Because I want to be more creative, though, maybe that’s not the way to go about it. Maybe all those thoughts and feelings need to stay a bit more loose and flowing in my head, so I can try and fashion something out of them for my own more creative purposes.
Example: I’ve been trying to write a script about video gamers for a few months now. I’ve been watching as many documentaries and reading as many books on the subject as I can – from death by addiction to eSports players – in an attempt to shape something together. If I were just to review those programmes and books, then I’d feel like I was done with them when publishing each post, and I don’t want to be done with them.
“God, Kermode, your hands are MASSIVE”
Nor did I ever want to be a reviewer; I just wanted to see new things and use this site to squee about the best ones. But looking back it’s as clear as day, right down to the final paragraph where I’ll invariably sum up by saying whether or not I recommend it.

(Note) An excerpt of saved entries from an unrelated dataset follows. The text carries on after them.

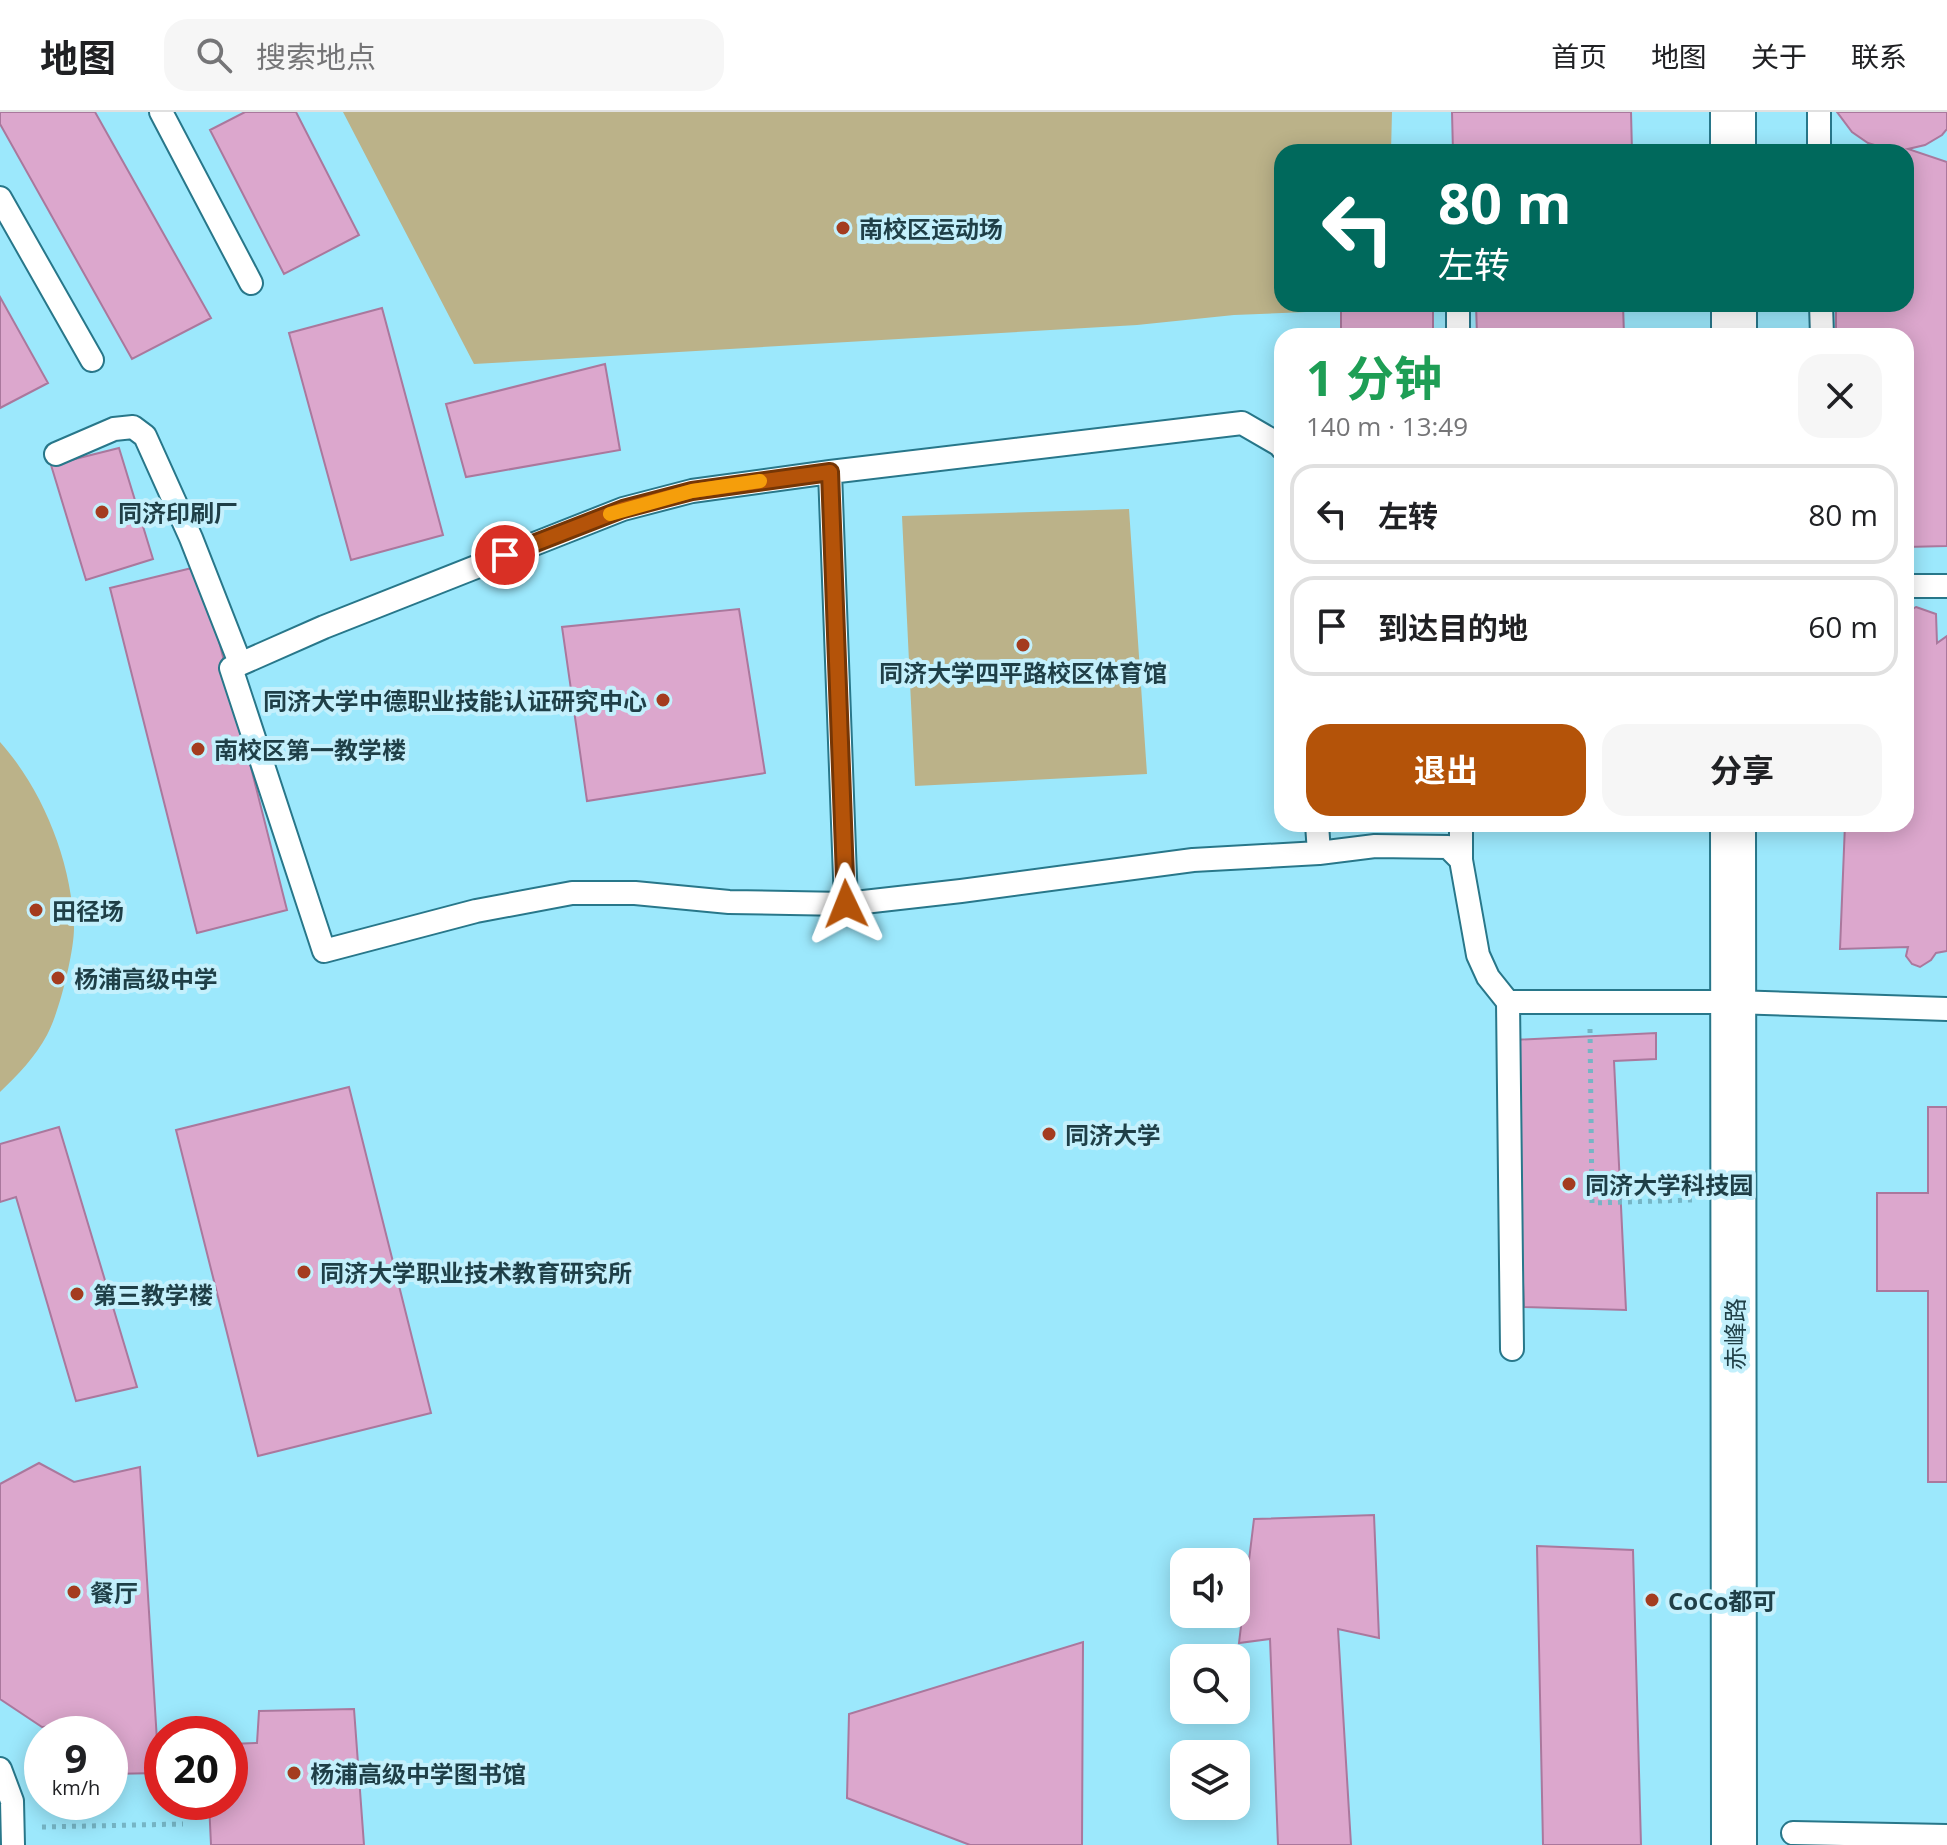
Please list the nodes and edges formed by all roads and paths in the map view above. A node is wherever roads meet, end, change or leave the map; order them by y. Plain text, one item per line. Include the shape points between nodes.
1 (161, 112) edge
2 (1733, 112) edge
3 (1819, 112) edge
4 (1733, 144) edge
5 (1819, 144) edge
6 (0, 198) edge
7 (251, 283) dead end
8 (92, 360) dead end
9 (1274, 443) edge
10 (56, 454) dead end
11 (830, 472) junction
12 (1914, 586) edge
13 (1947, 586) edge
14 (240, 663) junction
15 (1318, 832) edge
16 (1461, 832) edge
17 (1733, 832) edge
18 (1319, 853) junction
19 (1461, 860) junction
20 (846, 904) junction
21 (1508, 1002) junction
22 (1590, 1002) junction
23 (1733, 1002) junction
24 (1947, 1009) edge
25 (1733, 1199) junction
26 (1512, 1349) dead end
27 (0, 1769) edge
28 (183, 1824) dead end
29 (1793, 1833) dead end
30 (13, 1836) edge
31 (1947, 1836) edge
32 (1734, 1845) edge

1 - 7 lane
2 - 4 street
3 - 5 lane
6 - 8 lane
9 - 11 lane via 1242,423
10 - 14 lane via 114,429 133,427 145,436
11 - 14 lane via 692,491 623,509
11 - 20 lane
12 - 13 lane
14 - 20 lane via 231,668 324,951 476,911 572,893
15 - 18 lane
16 - 19 lane
17 - 23 street, 赤峰路
18 - 19 lane via 1375,846 1448,847
18 - 20 lane via 1193,860
19 - 21 lane via 1478,955
21 - 22 lane
21 - 26 lane
22 - 23 lane
22 - 25 path via 1592,1203
23 - 24 lane
23 - 25 street, 赤峰路
25 - 32 street, 赤峰路
27 - 30 lane via 12,1801
28 - 30 path
29 - 31 lane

Outside of telling my friends “aww mate, you NEED to watch that” (Mr Robot), I don’t want to place myself anywhere near a spot which may or may not go towards making up your mind whether or not to do or buy something. It isn’t me.
I just need an outlet. I’ll always need an outlet. I’ve even started making music on my laptop. But I don’t know if that’s the right one either. So I suppose I’ll just keep trying to find the right one. I need to read and write for their own sake, and adjust my own expectations of creating.
Forgive the jumble. I kinda needed to get that off my chest.